Arriva la quarta testimonianza, ancora una mamma: quante mamme sopravvissute ai loro figli! Il dolore si infrange nell’aria come vento, e arriva delicato a noi, come una carezza che solo una mamma sa dare.
Niente è stato più come prima.
Per anni nasconde e tace il suo dolore. È solo con Libera che ritrova una famiglia, e reagisce al suo dolore. Il suo Celestino, rimasto nel fondo di quella strada cui hanno teso un’imboscata a qualcun altro, adesso non è più dimenticato.
Un’altra mamma poco dopo racconta. È la mamma di Luca.
Mamma, torno in Calabria: se andiamo via tutti, chi rimane?
Una settimana dopo viene ucciso. Ma la sua mamma è orgogliosa che non si sia piegato al male.
Anche la moglie di Vincenzo racconta. Racconta un’altra storia di come se stai bene, DEVI dare il tuo bene a loro. Attività messe al rogo, orgoglio piegato.
Ma bisogna fare le cose buone, come diceva Vincenzo, non ci sono compromessi.
Arriva la parte finale. difficile e impervia davvero.
Lollò era lì.
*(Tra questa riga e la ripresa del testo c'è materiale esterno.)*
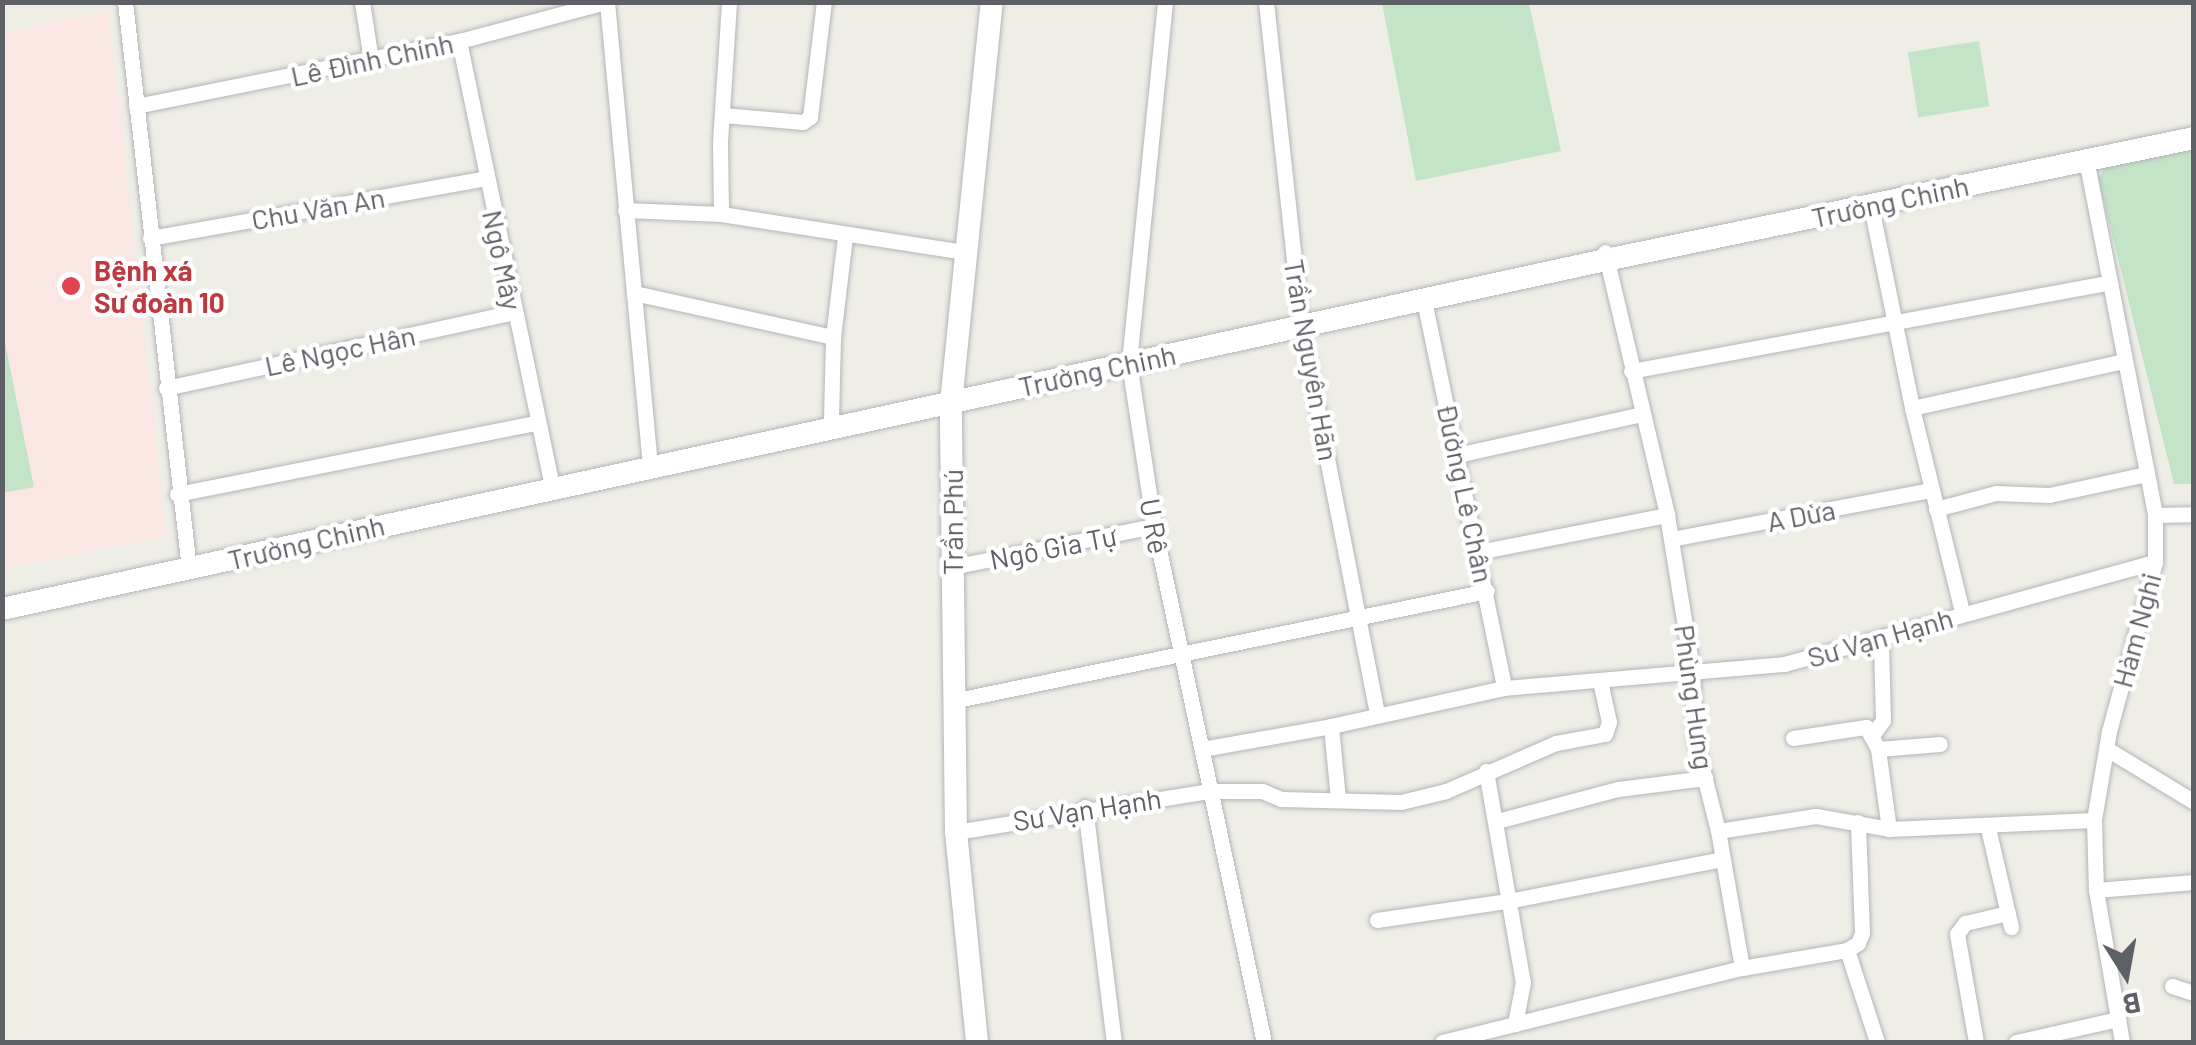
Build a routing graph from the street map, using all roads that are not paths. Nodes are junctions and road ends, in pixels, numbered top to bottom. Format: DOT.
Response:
graph roads {
  1 [pos="125,2"];
  2 [pos="362,2"];
  3 [pos="606,2"];
  4 [pos="729,2"];
  5 [pos="824,2"];
  6 [pos="992,2"];
  7 [pos="1165,2"];
  8 [pos="1266,2"];
  9 [pos="460,41"];
  10 [pos="371,60"];
  11 [pos="136,106"];
  12 [pos="722,116"];
  13 [pos="2194,128"];
  14 [pos="2194,138"];
  15 [pos="2086,159"];
  16 [pos="486,178"];
  17 [pos="1871,206"];
  18 [pos="625,210"];
  19 [pos="720,214"];
  20 [pos="845,236"];
  21 [pos="150,238"];
  22 [pos="964,252"];
  23 [pos="1606,256"];
  24 [pos="2110,282"];
  25 [pos="634,293"];
  26 [pos="1424,300"];
  27 [pos="514,312"];
  28 [pos="1301,321"];
  29 [pos="1893,322"];
  30 [pos="833,337"];
  31 [pos="1129,358"];
  32 [pos="2124,361"];
  33 [pos="1631,371"];
  34 [pos="166,388"];
  35 [pos="951,397"];
  36 [pos="1912,408"];
  37 [pos="1642,414"];
  38 [pos="831,419"];
  39 [pos="537,423"];
  40 [pos="1457,455"];
  41 [pos="649,457"];
  42 [pos="2146,474"];
  43 [pos="550,478"];
  44 [pos="1931,490"];
  45 [pos="178,494"];
  46 [pos="1936,509"];
  47 [pos="2194,514"];
  48 [pos="1667,515"];
  49 [pos="2154,516"];
  50 [pos="1154,526"];
  51 [pos="1671,540"];
  52 [pos="1478,552"];
  53 [pos="187,561"];
  54 [pos="2155,562"];
  55 [pos="952,567"];
  56 [pos="1487,591"];
  57 [pos="2,594"];
  58 [pos="2,609"];
  59 [pos="1962,612"];
  60 [pos="1360,618"];
  61 [pos="1881,641"];
  62 [pos="1182,657"];
  63 [pos="1692,669"];
  64 [pos="1600,681"];
  65 [pos="1504,688"];
  66 [pos="952,702"];
  67 [pos="1377,714"];
  68 [pos="1331,726"];
  69 [pos="1793,738"];
  70 [pos="1875,741"];
  71 [pos="1940,744"];
  72 [pos="1202,748"];
  73 [pos="2106,749"];
  74 [pos="1486,771"];
  75 [pos="1705,778"];
  76 [pos="1210,790"];
  77 [pos="1338,799"];
  78 [pos="2194,802"];
  79 [pos="1085,808"];
  80 [pos="2094,820"];
  81 [pos="1497,822"];
  82 [pos="1858,822"];
  83 [pos="1889,828"];
  84 [pos="1988,828"];
  85 [pos="1718,830"];
  86 [pos="956,832"];
  87 [pos="1723,859"];
  88 [pos="2194,882"];
  89 [pos="2096,890"];
  90 [pos="1508,901"];
  91 [pos="1377,920"];
  92 [pos="1847,950"];
  93 [pos="1742,968"];
  94 [pos="2172,986"];
  95 [pos="2194,993"];
  96 [pos="2118,1019"];
  97 [pos="1515,1024"];
  98 [pos="977,1042"];
  99 [pos="1114,1042"];
  100 [pos="1264,1042"];
  101 [pos="1442,1042"];
  102 [pos="1876,1042"];
  103 [pos="1976,1042"];
  104 [pos="2016,1042"];
  105 [pos="2122,1042"];
  1 -- 11 [label="street"];
  2 -- 10 [label="street"];
  3 -- 9 [label="street, Lê Đình Chính"];
  3 -- 18 [label="street"];
  4 -- 12 [label="street"];
  5 -- 12 [label="street"];
  6 -- 22 [label="street, Trần Phú"];
  7 -- 31 [label="street, U Rê"];
  8 -- 28 [label="street, Trần Nguyên Hãn"];
  9 -- 10 [label="street, Lê Đình Chính"];
  9 -- 16 [label="street, Ngô Mây"];
  10 -- 11 [label="street, Lê Đình Chính"];
  11 -- 21 [label="street"];
  12 -- 19 [label="street"];
  13 -- 23 [label="street, Trường Chinh"];
  14 -- 15 [label="street, Trường Chinh"];
  15 -- 17 [label="street, Trường Chinh"];
  15 -- 24 [label="street, Hàm Nghi"];
  16 -- 21 [label="street, Chu Văn An"];
  16 -- 27 [label="street, Ngô Mây"];
  17 -- 23 [label="street, Trường Chinh"];
  17 -- 29 [label="street"];
  18 -- 19 [label="street"];
  18 -- 25 [label="street"];
  19 -- 20 [label="street"];
  20 -- 22 [label="street"];
  20 -- 30 [label="street"];
  21 -- 34 [label="street"];
  22 -- 35 [label="street, Trần Phú"];
  23 -- 26 [label="street, Trường Chinh"];
  23 -- 28 [label="street, Trường Chinh"];
  23 -- 33 [label="street, Phùng Hưng"];
  24 -- 29 [label="street"];
  24 -- 32 [label="street, Hàm Nghi"];
  25 -- 30 [label="street"];
  25 -- 41 [label="street"];
  26 -- 28 [label="street, Trường Chinh"];
  26 -- 40 [label="street, Đường Lê Chân"];
  27 -- 34 [label="street, Lê Ngọc Hân"];
  27 -- 39 [label="street, Ngô Mây"];
  28 -- 31 [label="street, Trường Chinh"];
  28 -- 60 [label="street, Trần Nguyên Hãn"];
  29 -- 33 [label="street"];
  29 -- 36 [label="street"];
  30 -- 38 [label="street"];
  31 -- 35 [label="street, Trường Chinh"];
  31 -- 50 [label="street, U Rê"];
  32 -- 36 [label="street"];
  32 -- 42 [label="street, Hàm Nghi"];
  33 -- 37 [label="street, Phùng Hưng"];
  34 -- 45 [label="street"];
  35 -- 38 [label="street, Trường Chinh"];
  35 -- 53 [label="street, Trường Chinh"];
  35 -- 55 [label="street, Trần Phú"];
  36 -- 44 [label="street"];
  37 -- 40 [label="street"];
  37 -- 48 [label="street, Phùng Hưng"];
  38 -- 41 [label="street, Trường Chinh"];
  39 -- 43 [label="street, Ngô Mây"];
  39 -- 45 [label="street"];
  40 -- 52 [label="street, Đường Lê Chân"];
  41 -- 43 [label="street, Trường Chinh"];
  42 -- 46 [label="street"];
  42 -- 49 [label="street, Hàm Nghi"];
  43 -- 53 [label="street, Trường Chinh"];
  44 -- 46 [label="street"];
  44 -- 51 [label="street, A Dừa"];
  45 -- 53 [label="street"];
  46 -- 59 [label="street"];
  47 -- 49 [label="street"];
  48 -- 51 [label="street, Phùng Hưng"];
  48 -- 52 [label="street"];
  49 -- 54 [label="street, Hàm Nghi"];
  50 -- 55 [label="street, Ngô Gia Tự"];
  50 -- 62 [label="street, U Rê"];
  51 -- 63 [label="street, Phùng Hưng"];
  52 -- 56 [label="street, Đường Lê Chân"];
  53 -- 57 [label="street, Trường Chinh"];
  53 -- 58 [label="street, Trường Chinh"];
  54 -- 59 [label="street, Sư Vạn Hạnh"];
  54 -- 73 [label="street, Hàm Nghi"];
  55 -- 66 [label="street, Trần Phú"];
  56 -- 60 [label="street"];
  56 -- 65 [label="street, Đường Lê Chân"];
  59 -- 61 [label="street, Sư Vạn Hạnh"];
  60 -- 62 [label="street"];
  60 -- 67 [label="street, Trần Nguyên Hãn"];
  61 -- 63 [label="street, Sư Vạn Hạnh"];
  61 -- 70 [label="street"];
  62 -- 66 [label="street"];
  62 -- 72 [label="street, U Rê"];
  63 -- 64 [label="street, Sư Vạn Hạnh"];
  63 -- 75 [label="street, Phùng Hưng"];
  64 -- 65 [label="street, Sư Vạn Hạnh"];
  64 -- 74 [label="street, Sư Vạn Hạnh"];
  65 -- 67 [label="street, Sư Vạn Hạnh"];
  66 -- 86 [label="street, Trần Phú"];
  67 -- 68 [label="street, Sư Vạn Hạnh"];
  68 -- 72 [label="street, Sư Vạn Hạnh"];
  68 -- 77 [label="street"];
  69 -- 70 [label="street"];
  70 -- 71 [label="street"];
  70 -- 83 [label="street"];
  72 -- 76 [label="street, U Rê"];
  73 -- 78 [label="street"];
  73 -- 80 [label="street, Hàm Nghi"];
  74 -- 77 [label="street, Sư Vạn Hạnh"];
  74 -- 81 [label="street"];
  75 -- 81 [label="street"];
  75 -- 85 [label="street, Phùng Hưng"];
  76 -- 77 [label="street, Sư Vạn Hạnh"];
  76 -- 79 [label="street, Sư Vạn Hạnh"];
  76 -- 100 [label="street, U Rê"];
  79 -- 86 [label="street, Sư Vạn Hạnh"];
  79 -- 99 [label="street"];
  80 -- 84 [label="street"];
  80 -- 89 [label="street, Hàm Nghi"];
  81 -- 90 [label="street"];
  82 -- 83 [label="street"];
  82 -- 85 [label="street"];
  82 -- 92 [label="street"];
  83 -- 84 [label="street"];
  84 -- 103 [label="street"];
  85 -- 87 [label="street, Phùng Hưng"];
  86 -- 98 [label="street, Trần Phú"];
  87 -- 90 [label="street"];
  87 -- 93 [label="street, Phùng Hưng"];
  88 -- 89 [label="street"];
  89 -- 96 [label="street, Hàm Nghi"];
  90 -- 91 [label="street"];
  90 -- 97 [label="street"];
  92 -- 93 [label="street"];
  92 -- 102 [label="street"];
  93 -- 97 [label="street"];
  94 -- 95 [label="street"];
  96 -- 104 [label="street"];
  96 -- 105 [label="street, Hàm Nghi"];
  97 -- 101 [label="street"];
}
Lì dove sono stati trovati i suoi resti. Lì dove il suo carceriere, pentito, aveva detto che ne avrebbero trovato il corpo.
Oggi ci sono sassi colorati, al posto dei fiori.
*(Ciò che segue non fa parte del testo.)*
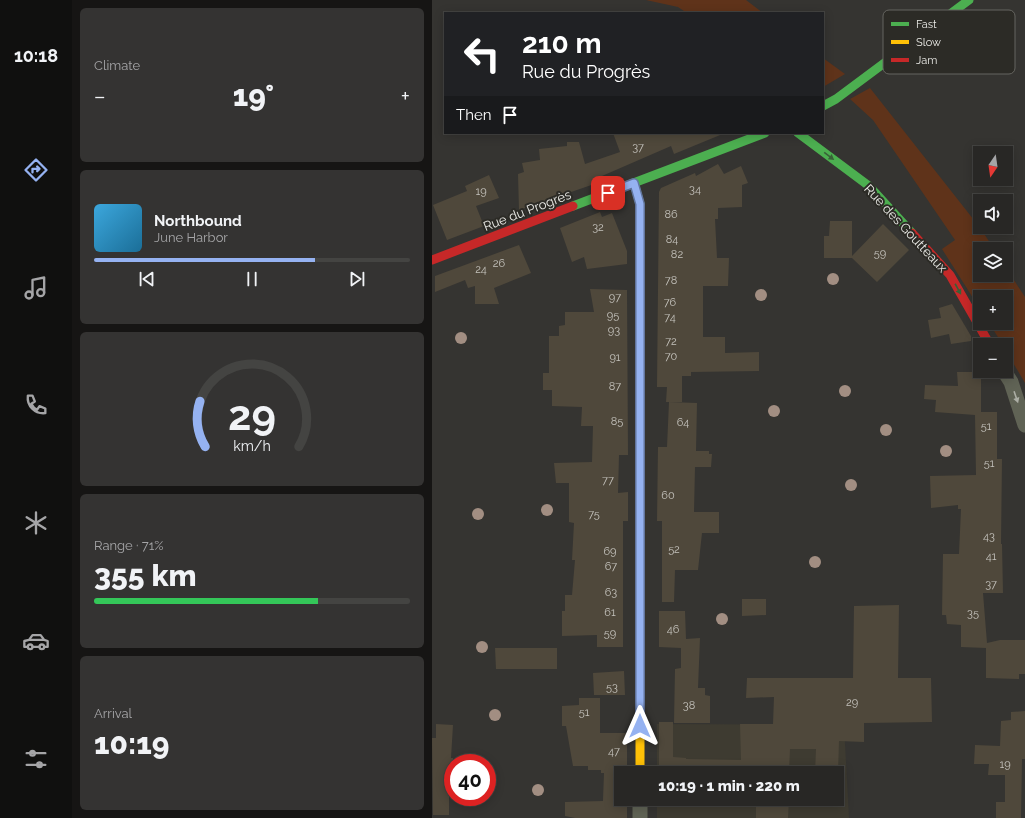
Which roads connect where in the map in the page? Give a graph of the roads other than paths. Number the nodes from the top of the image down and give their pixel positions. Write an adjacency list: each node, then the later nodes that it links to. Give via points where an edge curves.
1 (969, 0): 2 (street)
2 (956, 10)
3 (883, 64): 4 (street)
4 (824, 105)
5 (762, 134): 7 (street, Rue du Progrès)
6 (799, 134): 9 (street, Rue des Goutteaux, one-way to 9, via 869,186 950,275)
7 (634, 183): 8 (street, Rue du Progrès); 12 (street, via 640,204)
8 (432, 260)
9 (986, 338)
10 (1008, 378): 11 (street, one-way to 11)
11 (1025, 425)
12 (640, 766)
13 (640, 806): 14 (street)
14 (640, 818)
Oggi Deborah e la sua mamma raccontano la loro storia, e la storia del loro Lollò: non perché vogliano compassione, ma perché vogliono azione.
E ricordano che il dolore più grande per i parenti che rimangono, oltre la perdita, è spesso il non poter avere una tomba su cui piangere, restando nel limbo di una speranza che difficilmente muore, sebbene la coscienza dica che è tutto finito.
Non mi avvicino, resto a guardare in silenzio. D’improvviso mi assalgono la stanchezza e la sete.
Si ritorna. Ma il cammino per me rimane incompiuto.
Più tardi Don Ciotti dice che oggi abbiamo risalito la montagna per scendere in profondità verso noi stessi.
È vero.
Ma credo mi toccherà risalirla ancora tante volte.